Lines containing the word "Marylhurst" are the ones to copy from the records below.

============================================================

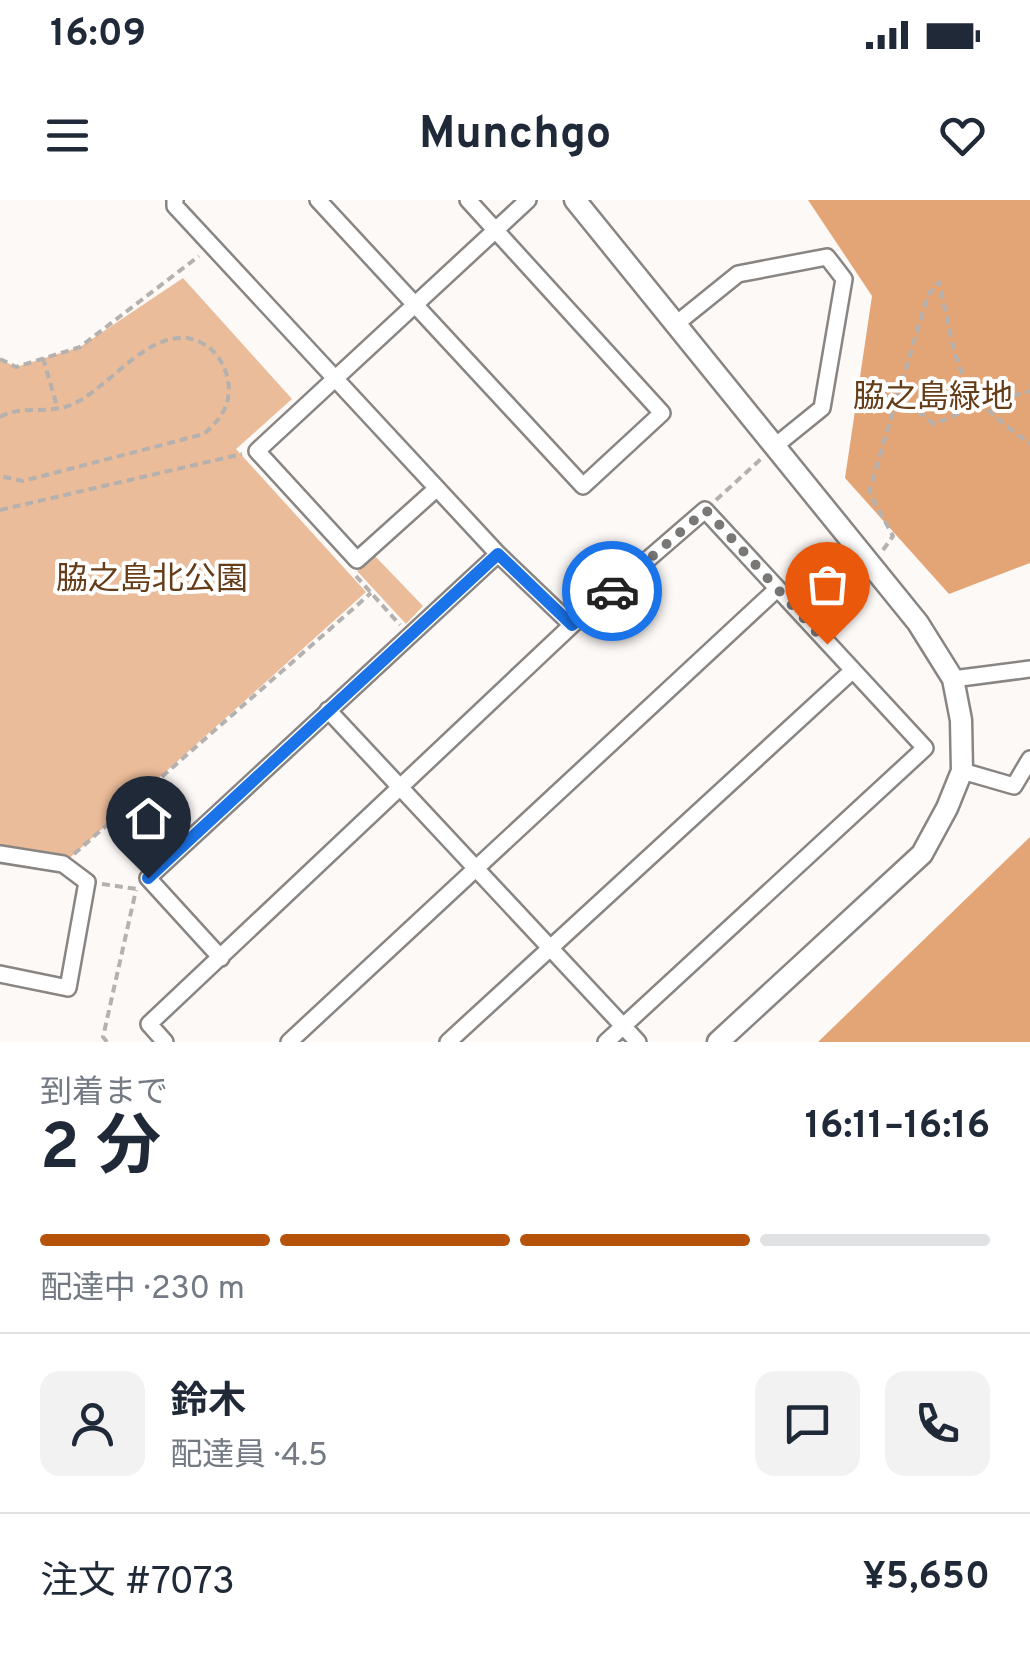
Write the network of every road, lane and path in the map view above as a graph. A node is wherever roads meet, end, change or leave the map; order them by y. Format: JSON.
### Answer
{"nodes":[{"id":1,"x":176,"y":200,"type":"edge"},
{"id":2,"x":318,"y":200,"type":"edge"},
{"id":3,"x":468,"y":200,"type":"edge"},
{"id":4,"x":528,"y":200,"type":"edge"},
{"id":5,"x":575,"y":200,"type":"edge"},
{"id":6,"x":496,"y":230,"type":"junction"},
{"id":7,"x":212,"y":246,"type":"junction"},
{"id":8,"x":414,"y":304,"type":"junction"},
{"id":9,"x":676,"y":324,"type":"junction"},
{"id":10,"x":42,"y":358,"type":"junction"},
{"id":11,"x":0,"y":359,"type":"edge"},
{"id":12,"x":336,"y":377,"type":"junction"},
{"id":13,"x":1030,"y":392,"type":"edge"},
{"id":14,"x":898,"y":395,"type":"junction"},
{"id":15,"x":980,"y":404,"type":"junction"},
{"id":16,"x":0,"y":406,"type":"edge"},
{"id":17,"x":58,"y":408,"type":"junction"},
{"id":18,"x":3,"y":415,"type":"edge"},
{"id":19,"x":1030,"y":444,"type":"edge"},
{"id":20,"x":775,"y":446,"type":"junction"},
{"id":21,"x":257,"y":451,"type":"junction"},
{"id":22,"x":2,"y":479,"type":"edge"},
{"id":23,"x":436,"y":489,"type":"junction"},
{"id":24,"x":0,"y":510,"type":"edge"},
{"id":25,"x":706,"y":510,"type":"junction"},
{"id":26,"x":498,"y":554,"type":"junction"},
{"id":27,"x":357,"y":560,"type":"junction"},
{"id":28,"x":870,"y":565,"type":"junction"},
{"id":29,"x":777,"y":589,"type":"junction"},
{"id":30,"x":371,"y":594,"type":"junction"},
{"id":31,"x":572,"y":625,"type":"junction"},
{"id":32,"x":410,"y":636,"type":"junction"},
{"id":33,"x":1030,"y":669,"type":"edge"},
{"id":34,"x":852,"y":671,"type":"junction"},
{"id":35,"x":953,"y":679,"type":"junction"},
{"id":36,"x":328,"y":710,"type":"junction"},
{"id":37,"x":1030,"y":759,"type":"edge"},
{"id":38,"x":962,"y":770,"type":"junction"},
{"id":39,"x":402,"y":789,"type":"junction"},
{"id":40,"x":0,"y":854,"type":"edge"},
{"id":41,"x":63,"y":864,"type":"junction"},
{"id":42,"x":476,"y":870,"type":"junction"},
{"id":43,"x":88,"y":882,"type":"junction"},
{"id":44,"x":142,"y":884,"type":"junction"},
{"id":45,"x":550,"y":945,"type":"junction"},
{"id":46,"x":221,"y":958,"type":"junction"},
{"id":47,"x":0,"y":974,"type":"edge"},
{"id":48,"x":622,"y":1026,"type":"junction"},
{"id":49,"x":108,"y":1042,"type":"edge"},
{"id":50,"x":166,"y":1042,"type":"edge"},
{"id":51,"x":289,"y":1042,"type":"edge"},
{"id":52,"x":448,"y":1042,"type":"edge"},
{"id":53,"x":606,"y":1042,"type":"edge"},
{"id":54,"x":638,"y":1042,"type":"edge"},
{"id":55,"x":718,"y":1042,"type":"edge"}],
"edges":[{"from":1,"to":7,"type":"street"},
{"from":2,"to":8,"type":"street"},
{"from":3,"to":6,"type":"street"},
{"from":4,"to":6,"type":"street"},
{"from":5,"to":9,"type":"street"},
{"from":6,"to":8,"type":"street"},
{"from":6,"to":8,"type":"street"},
{"from":7,"to":10,"type":"path"},
{"from":7,"to":12,"type":"street"},
{"from":8,"to":12,"type":"street"},
{"from":9,"to":20,"type":"street"},
{"from":9,"to":20,"type":"street"},
{"from":10,"to":11,"type":"path"},
{"from":10,"to":17,"type":"path"},
{"from":12,"to":21,"type":"street"},
{"from":12,"to":23,"type":"street"},
{"from":13,"to":15,"type":"path"},
{"from":14,"to":15,"type":"path"},
{"from":14,"to":15,"type":"path"},
{"from":14,"to":28,"type":"path"},
{"from":15,"to":19,"type":"path"},
{"from":16,"to":18,"type":"path"},
{"from":17,"to":18,"type":"path"},
{"from":17,"to":22,"type":"path"},
{"from":20,"to":25,"type":"path"},
{"from":20,"to":28,"type":"street"},
{"from":21,"to":24,"type":"path"},
{"from":21,"to":27,"type":"street"},
{"from":23,"to":26,"type":"street"},
{"from":23,"to":27,"type":"street"},
{"from":25,"to":29,"type":"street"},
{"from":25,"to":31,"type":"street"},
{"from":26,"to":31,"type":"street"},
{"from":26,"to":32,"type":"street"},
{"from":27,"to":30,"type":"path"},
{"from":28,"to":35,"type":"street"},
{"from":29,"to":34,"type":"street"},
{"from":29,"to":42,"type":"street"},
{"from":30,"to":32,"type":"path"},
{"from":30,"to":41,"type":"path"},
{"from":31,"to":39,"type":"street"},
{"from":32,"to":36,"type":"street"},
{"from":33,"to":35,"type":"street"},
{"from":34,"to":45,"type":"street"},
{"from":34,"to":48,"type":"street"},
{"from":35,"to":38,"type":"street"},
{"from":36,"to":39,"type":"street"},
{"from":36,"to":44,"type":"street"},
{"from":37,"to":38,"type":"street"},
{"from":38,"to":55,"type":"street"},
{"from":39,"to":42,"type":"street"},
{"from":39,"to":46,"type":"street"},
{"from":40,"to":41,"type":"street"},
{"from":41,"to":43,"type":"street"},
{"from":42,"to":45,"type":"street"},
{"from":42,"to":51,"type":"street"},
{"from":43,"to":44,"type":"path"},
{"from":43,"to":47,"type":"street"},
{"from":44,"to":46,"type":"street"},
{"from":44,"to":49,"type":"path"},
{"from":45,"to":48,"type":"street"},
{"from":45,"to":52,"type":"street"},
{"from":46,"to":50,"type":"street"},
{"from":48,"to":53,"type":"street"},
{"from":48,"to":54,"type":"street"}]}
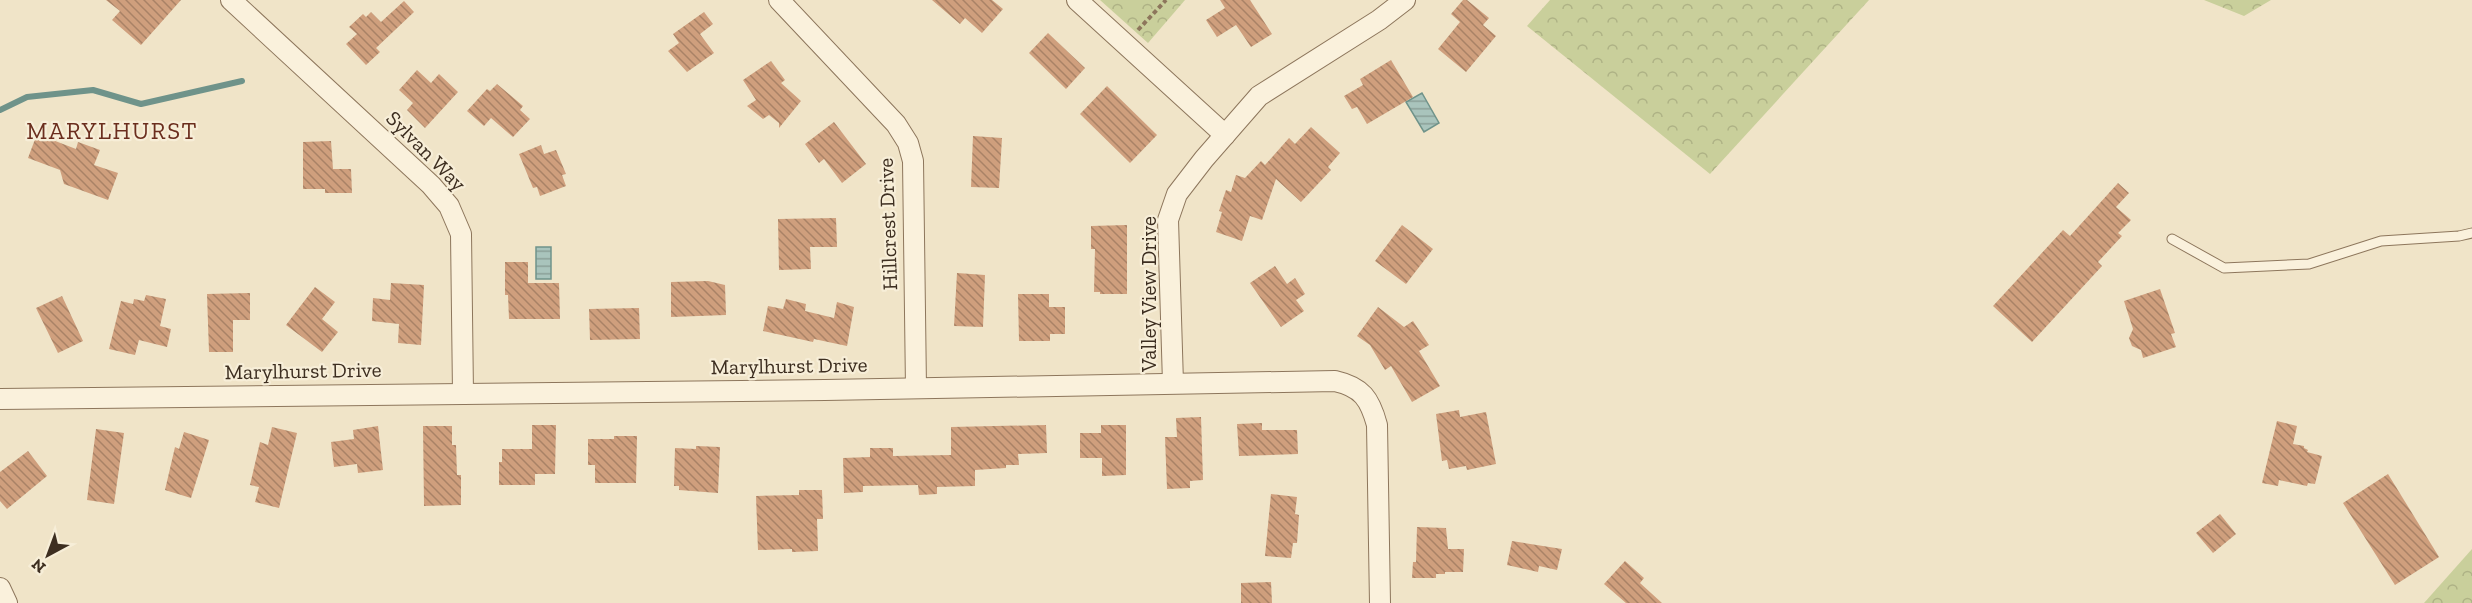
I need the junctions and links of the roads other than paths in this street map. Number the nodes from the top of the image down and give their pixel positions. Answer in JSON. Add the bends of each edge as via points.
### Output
{"nodes":[{"id":1,"x":231,"y":0,"type":"edge"},
{"id":2,"x":779,"y":0,"type":"edge"},
{"id":3,"x":1077,"y":0,"type":"edge"},
{"id":4,"x":1405,"y":0,"type":"edge"},
{"id":5,"x":1225,"y":135,"type":"junction"},
{"id":6,"x":2472,"y":233,"type":"edge"},
{"id":7,"x":2172,"y":239,"type":"dead end"},
{"id":8,"x":1173,"y":383,"type":"junction"},
{"id":9,"x":916,"y":388,"type":"junction"},
{"id":10,"x":463,"y":393,"type":"junction"},
{"id":11,"x":0,"y":399,"type":"edge"},
{"id":12,"x":0,"y":588,"type":"edge"},
{"id":13,"x":7,"y":603,"type":"edge"},
{"id":14,"x":1380,"y":603,"type":"edge"}],
"edges":[{"from":1,"to":10,"type":"street","name":"Sylvan Way","via":[[449,206],[461,234]]},
{"from":2,"to":9,"type":"street","name":"Hillcrest Drive","via":[[896,124],[908,143],[913,161]]},
{"from":3,"to":5,"type":"street"},
{"from":4,"to":5,"type":"street","name":"Valley View Drive","via":[[1259,96]]},
{"from":5,"to":8,"type":"street","name":"Valley View Drive","via":[[1186,180],[1168,220]]},
{"from":6,"to":7,"type":"lane","via":[[2381,241],[2308,264],[2224,267]]},
{"from":8,"to":9,"type":"street","name":"Marylhurst Drive"},
{"from":8,"to":14,"type":"street","name":"Marylhurst Drive","via":[[1335,381],[1350,384],[1363,394],[1372,409],[1379,436]]},
{"from":9,"to":10,"type":"street","name":"Marylhurst Drive"},
{"from":10,"to":11,"type":"street","name":"Marylhurst Drive"},
{"from":12,"to":13,"type":"street"}]}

============================================================

- [Written reply]
{"from":8,"to":9,"type":"street","name":"Marylhurst Drive"},
{"from":8,"to":14,"type":"street","name":"Marylhurst Drive","via":[[1335,381],[1350,384],[1363,394],[1372,409],[1379,436]]},
{"from":9,"to":10,"type":"street","name":"Marylhurst Drive"},
{"from":10,"to":11,"type":"street","name":"Marylhurst Drive"},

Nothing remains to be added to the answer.